Stackoverflow, a programmer's best friend. Well, if you get an answer, and if it is a useful one.

We will perform a data analysis on the StackOverflow dataset to find out how you can best formulate your question. We aim to find features that will help you get a resolution as quick as possible. Features will be ordinal and categorical, taken from the literal dataset values and but also from some custom NLP. Let's make some Stackoverflow clickbait 😎

Dataset

The https://archive.org/download/stackexchange dataset is uploaded to an HDFS. convert_dataset.py converts the xml dataset into a .parquet file that is already partitioned. This way, loading is a lot faster. Parquet structures of all generates file can be found at https://github.com/WeersProductions/resolverflow/blob/master/dataFramePreviews.md .

Project overview

The project is divided into three folders:

features
analysis
analysis/local
util

Features

Responsible for collecting features from the big data set of StackOverflow. Uses spark to fetch the features. Each file contains a group of features and can be spark-submitted on its own to gather these features. However, to run all features at once and combine them into one resulting dataset, run_all.py can be used. Users can define what feature groups should be extracted and it will combine those automatically.

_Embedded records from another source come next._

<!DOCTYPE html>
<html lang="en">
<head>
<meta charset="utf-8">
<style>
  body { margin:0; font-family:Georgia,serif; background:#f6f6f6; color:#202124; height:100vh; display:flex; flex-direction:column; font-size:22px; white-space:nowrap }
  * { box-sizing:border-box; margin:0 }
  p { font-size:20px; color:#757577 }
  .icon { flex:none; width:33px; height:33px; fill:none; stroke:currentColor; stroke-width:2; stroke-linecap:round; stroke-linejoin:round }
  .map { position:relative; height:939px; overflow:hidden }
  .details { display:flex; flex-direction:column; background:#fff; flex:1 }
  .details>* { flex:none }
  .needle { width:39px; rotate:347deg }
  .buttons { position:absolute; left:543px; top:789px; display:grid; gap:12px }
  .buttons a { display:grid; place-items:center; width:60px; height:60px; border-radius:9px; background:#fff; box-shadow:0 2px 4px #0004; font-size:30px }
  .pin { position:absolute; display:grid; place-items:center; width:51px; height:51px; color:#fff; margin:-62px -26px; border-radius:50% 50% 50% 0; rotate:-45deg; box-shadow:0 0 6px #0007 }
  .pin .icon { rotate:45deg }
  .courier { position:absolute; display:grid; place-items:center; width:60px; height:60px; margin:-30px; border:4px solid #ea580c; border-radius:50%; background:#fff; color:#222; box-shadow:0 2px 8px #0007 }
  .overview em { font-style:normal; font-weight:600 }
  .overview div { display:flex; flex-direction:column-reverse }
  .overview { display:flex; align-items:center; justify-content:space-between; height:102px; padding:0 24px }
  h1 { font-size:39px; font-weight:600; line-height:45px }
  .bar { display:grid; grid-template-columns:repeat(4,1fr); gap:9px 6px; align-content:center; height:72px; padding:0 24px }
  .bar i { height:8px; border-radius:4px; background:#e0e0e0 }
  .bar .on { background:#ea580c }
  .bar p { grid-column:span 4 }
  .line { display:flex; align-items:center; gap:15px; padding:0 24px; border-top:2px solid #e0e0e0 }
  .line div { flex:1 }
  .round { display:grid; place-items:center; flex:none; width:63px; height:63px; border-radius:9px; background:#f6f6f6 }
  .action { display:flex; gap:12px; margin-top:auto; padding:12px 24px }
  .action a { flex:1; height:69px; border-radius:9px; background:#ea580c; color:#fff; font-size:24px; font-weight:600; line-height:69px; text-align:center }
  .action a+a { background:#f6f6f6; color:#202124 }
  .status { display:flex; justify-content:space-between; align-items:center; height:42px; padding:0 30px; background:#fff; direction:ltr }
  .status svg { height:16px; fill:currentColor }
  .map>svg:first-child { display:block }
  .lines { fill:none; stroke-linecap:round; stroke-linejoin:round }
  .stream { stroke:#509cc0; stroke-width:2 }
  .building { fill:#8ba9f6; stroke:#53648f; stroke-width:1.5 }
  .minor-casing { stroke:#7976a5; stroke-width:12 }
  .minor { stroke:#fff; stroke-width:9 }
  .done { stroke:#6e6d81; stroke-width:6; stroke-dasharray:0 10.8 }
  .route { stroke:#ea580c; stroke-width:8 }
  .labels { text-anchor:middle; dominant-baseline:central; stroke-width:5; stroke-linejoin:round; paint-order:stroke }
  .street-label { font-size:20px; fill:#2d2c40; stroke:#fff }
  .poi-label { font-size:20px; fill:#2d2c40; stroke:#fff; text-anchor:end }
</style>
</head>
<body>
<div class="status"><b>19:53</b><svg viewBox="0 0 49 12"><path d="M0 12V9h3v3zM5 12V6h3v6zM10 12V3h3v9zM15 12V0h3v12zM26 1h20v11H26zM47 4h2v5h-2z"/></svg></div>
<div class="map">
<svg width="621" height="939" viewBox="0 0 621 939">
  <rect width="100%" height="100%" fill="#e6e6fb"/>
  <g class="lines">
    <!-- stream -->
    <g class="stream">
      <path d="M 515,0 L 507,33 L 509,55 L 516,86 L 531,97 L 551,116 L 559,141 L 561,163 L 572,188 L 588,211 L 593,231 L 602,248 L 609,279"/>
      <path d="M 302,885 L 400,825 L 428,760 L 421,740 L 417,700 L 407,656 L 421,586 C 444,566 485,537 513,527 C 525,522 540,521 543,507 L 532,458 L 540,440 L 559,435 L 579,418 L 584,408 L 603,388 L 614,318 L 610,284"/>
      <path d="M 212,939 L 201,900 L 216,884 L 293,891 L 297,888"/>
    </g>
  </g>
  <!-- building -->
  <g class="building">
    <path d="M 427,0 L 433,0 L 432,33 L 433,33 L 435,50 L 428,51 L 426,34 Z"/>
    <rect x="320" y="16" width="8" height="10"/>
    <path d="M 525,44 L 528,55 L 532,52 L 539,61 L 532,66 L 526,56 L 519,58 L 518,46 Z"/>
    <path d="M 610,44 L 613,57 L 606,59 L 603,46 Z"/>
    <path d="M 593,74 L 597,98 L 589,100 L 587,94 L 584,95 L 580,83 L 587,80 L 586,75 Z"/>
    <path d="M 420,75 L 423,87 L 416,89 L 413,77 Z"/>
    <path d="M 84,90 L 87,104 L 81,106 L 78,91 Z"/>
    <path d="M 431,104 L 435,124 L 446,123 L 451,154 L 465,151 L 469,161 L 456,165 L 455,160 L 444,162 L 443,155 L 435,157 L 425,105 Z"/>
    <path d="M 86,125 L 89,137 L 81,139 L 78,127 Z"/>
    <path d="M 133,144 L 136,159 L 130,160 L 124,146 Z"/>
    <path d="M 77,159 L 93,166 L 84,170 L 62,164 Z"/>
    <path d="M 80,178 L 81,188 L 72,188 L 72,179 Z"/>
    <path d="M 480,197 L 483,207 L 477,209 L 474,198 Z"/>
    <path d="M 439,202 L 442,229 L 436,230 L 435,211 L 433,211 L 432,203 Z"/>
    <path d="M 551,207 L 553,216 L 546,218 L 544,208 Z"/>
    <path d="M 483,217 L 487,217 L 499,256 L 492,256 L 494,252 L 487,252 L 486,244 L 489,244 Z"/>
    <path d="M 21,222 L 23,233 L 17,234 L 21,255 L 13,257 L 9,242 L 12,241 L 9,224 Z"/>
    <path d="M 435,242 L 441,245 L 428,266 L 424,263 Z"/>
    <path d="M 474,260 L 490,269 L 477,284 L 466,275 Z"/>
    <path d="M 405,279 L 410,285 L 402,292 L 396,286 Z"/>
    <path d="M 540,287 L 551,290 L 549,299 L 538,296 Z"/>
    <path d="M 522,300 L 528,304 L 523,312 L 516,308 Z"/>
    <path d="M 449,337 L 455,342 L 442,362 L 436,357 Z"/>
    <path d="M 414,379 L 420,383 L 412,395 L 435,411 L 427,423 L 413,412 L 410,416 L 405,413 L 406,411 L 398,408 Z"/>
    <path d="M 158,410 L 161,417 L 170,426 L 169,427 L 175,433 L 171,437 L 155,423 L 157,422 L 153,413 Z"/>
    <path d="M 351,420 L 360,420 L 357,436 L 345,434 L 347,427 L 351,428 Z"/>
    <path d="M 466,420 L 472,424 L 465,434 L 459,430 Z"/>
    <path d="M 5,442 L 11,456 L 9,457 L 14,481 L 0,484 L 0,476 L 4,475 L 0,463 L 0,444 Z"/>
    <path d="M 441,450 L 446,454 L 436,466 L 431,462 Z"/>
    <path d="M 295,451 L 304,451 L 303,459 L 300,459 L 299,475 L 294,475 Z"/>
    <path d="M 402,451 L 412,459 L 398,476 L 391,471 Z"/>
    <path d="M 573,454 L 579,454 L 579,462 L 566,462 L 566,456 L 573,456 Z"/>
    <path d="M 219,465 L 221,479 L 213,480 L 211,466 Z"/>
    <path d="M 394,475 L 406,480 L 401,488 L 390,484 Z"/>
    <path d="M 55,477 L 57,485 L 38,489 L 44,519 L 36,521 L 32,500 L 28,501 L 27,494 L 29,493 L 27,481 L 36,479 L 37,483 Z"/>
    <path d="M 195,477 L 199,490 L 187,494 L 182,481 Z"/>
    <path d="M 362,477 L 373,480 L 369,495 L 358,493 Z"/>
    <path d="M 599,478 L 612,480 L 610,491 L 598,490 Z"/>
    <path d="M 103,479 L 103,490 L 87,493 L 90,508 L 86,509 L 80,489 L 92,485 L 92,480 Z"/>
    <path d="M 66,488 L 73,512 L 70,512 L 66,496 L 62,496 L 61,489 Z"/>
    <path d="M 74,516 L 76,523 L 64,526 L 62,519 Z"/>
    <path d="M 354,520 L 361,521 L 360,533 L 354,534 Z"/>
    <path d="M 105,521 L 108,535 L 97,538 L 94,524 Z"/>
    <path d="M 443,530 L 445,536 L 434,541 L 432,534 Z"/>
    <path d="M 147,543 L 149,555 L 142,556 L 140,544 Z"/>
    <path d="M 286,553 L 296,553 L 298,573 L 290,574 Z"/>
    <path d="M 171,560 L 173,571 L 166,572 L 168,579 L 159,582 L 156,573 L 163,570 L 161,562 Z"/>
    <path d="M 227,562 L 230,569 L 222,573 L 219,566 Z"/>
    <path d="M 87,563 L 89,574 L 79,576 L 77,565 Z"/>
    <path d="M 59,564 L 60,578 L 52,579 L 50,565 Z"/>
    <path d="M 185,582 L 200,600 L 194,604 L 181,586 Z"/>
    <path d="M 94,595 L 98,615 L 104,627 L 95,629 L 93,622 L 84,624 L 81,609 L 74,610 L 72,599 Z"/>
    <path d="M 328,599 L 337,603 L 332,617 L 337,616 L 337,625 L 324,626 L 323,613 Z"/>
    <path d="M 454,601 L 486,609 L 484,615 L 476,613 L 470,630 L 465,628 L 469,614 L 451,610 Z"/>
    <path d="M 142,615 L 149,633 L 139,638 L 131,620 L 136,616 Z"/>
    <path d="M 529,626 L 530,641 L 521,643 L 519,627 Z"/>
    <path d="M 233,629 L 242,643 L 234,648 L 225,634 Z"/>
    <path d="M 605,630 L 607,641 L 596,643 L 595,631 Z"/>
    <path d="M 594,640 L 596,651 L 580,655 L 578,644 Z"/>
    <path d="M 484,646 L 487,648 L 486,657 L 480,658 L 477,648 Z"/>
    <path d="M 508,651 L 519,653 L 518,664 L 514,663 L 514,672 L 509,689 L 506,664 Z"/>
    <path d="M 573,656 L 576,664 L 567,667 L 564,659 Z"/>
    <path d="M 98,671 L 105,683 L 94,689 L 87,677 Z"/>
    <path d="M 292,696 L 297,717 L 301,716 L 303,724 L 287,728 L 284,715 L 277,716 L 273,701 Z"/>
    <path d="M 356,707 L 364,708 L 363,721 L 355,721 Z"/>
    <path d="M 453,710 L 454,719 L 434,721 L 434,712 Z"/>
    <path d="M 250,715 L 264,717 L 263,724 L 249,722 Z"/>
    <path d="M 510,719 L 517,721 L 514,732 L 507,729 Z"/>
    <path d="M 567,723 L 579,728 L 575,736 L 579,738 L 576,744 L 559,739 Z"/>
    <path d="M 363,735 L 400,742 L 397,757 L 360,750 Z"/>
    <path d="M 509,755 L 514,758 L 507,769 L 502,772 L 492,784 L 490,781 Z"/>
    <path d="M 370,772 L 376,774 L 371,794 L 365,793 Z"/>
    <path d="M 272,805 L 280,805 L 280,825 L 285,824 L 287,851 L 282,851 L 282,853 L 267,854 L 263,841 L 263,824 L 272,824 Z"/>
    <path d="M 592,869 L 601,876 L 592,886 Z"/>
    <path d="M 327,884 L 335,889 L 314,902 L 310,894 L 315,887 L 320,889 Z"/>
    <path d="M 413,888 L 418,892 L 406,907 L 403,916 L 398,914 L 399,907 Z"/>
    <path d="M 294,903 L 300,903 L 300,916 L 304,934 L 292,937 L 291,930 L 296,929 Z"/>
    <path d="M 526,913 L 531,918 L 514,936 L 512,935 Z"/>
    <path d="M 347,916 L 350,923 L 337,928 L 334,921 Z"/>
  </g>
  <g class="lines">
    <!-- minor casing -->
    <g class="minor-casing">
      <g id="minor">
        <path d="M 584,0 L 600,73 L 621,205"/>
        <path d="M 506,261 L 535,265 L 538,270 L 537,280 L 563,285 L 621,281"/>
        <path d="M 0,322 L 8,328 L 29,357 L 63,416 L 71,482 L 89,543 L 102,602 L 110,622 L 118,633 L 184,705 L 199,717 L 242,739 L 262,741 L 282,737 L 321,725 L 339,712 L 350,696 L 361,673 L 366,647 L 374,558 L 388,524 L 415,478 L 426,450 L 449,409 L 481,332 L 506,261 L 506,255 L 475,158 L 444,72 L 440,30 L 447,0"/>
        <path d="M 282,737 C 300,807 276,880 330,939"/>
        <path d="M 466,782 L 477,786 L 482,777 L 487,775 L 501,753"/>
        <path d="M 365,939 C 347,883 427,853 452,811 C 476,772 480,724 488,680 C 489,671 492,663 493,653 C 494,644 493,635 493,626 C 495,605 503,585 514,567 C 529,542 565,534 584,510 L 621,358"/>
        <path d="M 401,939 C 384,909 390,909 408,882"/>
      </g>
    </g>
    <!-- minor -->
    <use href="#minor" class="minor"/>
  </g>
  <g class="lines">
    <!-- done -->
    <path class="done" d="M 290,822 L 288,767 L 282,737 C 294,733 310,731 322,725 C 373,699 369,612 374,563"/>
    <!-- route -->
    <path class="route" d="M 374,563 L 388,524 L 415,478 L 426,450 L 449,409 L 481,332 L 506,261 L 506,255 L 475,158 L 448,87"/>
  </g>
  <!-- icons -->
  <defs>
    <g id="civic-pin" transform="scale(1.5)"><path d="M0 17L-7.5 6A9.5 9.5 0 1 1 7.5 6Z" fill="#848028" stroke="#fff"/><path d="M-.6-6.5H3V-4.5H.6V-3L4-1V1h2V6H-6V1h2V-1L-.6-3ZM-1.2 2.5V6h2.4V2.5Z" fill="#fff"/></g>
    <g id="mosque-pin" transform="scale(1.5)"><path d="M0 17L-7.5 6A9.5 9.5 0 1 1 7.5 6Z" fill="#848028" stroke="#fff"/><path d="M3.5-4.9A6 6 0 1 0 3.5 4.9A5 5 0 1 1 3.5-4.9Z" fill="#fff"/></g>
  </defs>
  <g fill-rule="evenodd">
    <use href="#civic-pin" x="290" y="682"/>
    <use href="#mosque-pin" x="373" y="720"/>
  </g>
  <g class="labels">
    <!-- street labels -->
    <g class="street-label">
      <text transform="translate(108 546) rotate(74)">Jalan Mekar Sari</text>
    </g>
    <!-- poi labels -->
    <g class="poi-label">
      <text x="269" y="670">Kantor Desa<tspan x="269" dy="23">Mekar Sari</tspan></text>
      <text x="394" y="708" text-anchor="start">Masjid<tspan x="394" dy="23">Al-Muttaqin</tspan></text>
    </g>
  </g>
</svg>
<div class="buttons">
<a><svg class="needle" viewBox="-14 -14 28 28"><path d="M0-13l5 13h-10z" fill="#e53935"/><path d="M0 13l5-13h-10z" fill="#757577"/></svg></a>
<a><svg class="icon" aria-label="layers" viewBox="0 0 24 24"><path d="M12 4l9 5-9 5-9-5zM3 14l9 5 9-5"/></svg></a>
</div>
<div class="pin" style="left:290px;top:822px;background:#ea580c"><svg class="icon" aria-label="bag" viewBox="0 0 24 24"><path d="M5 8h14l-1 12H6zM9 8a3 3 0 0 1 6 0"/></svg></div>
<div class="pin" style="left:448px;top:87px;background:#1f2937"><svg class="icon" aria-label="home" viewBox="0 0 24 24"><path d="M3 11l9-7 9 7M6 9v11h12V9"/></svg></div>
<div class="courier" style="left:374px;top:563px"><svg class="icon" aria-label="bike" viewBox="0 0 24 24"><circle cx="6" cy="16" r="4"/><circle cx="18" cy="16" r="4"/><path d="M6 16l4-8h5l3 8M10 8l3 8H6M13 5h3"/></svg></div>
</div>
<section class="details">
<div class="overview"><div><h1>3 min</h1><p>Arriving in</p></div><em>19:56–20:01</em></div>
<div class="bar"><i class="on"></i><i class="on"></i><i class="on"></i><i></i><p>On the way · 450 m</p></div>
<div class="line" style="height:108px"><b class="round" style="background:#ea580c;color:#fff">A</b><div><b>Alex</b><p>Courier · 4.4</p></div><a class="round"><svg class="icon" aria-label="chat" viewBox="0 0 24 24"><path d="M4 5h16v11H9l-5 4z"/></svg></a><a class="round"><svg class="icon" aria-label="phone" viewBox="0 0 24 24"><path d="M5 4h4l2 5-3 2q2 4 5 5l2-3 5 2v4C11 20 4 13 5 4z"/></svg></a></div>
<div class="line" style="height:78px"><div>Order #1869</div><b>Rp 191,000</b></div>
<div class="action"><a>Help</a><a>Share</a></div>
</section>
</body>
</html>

To add a feature, create a new file and add your function definition. It should receive a spark context that can be used to interact with the Spark cluster. This method should return a dataframe at least one column: _Id. _Id is the Id of the post. Note: if you are using PostHistory.parquet as a source for data, be sure to use _PostId and rename the column to _Id.

Analysis

Responsible for analyzing the features after feature collection has been done. This reads from a output_stackoverflow.parquet file which contain the extracted features.

correlation.py
Calculates the correlation between a feature and the label.
decision_tree.py
Contains code to train and evaluate a decision tree (whether as classifier or regressor). Features that should be used can be selected.
swashbuckler.py
Bucketizes the input to be used for graphs.
vif.py
Used to remove features that have a too high VIF. Calculates the vif of pairs of features and also calculates the VIF while removing a single feature from all features.

Analaysis/local

To be run on a local machine. This uses .pickle files (small data) and can generate plots.

qq_plots_plot.py Generates qq plots for features. Different distributions can be plotted against a feature.
swashbuckler_plot.py Generates histograms of a feature for both resolved and unresolved questions.

Util

Utility scripts. Used to e.g. convert parquet files to pickle files, or to join several .parquet files together into a single .parquet file.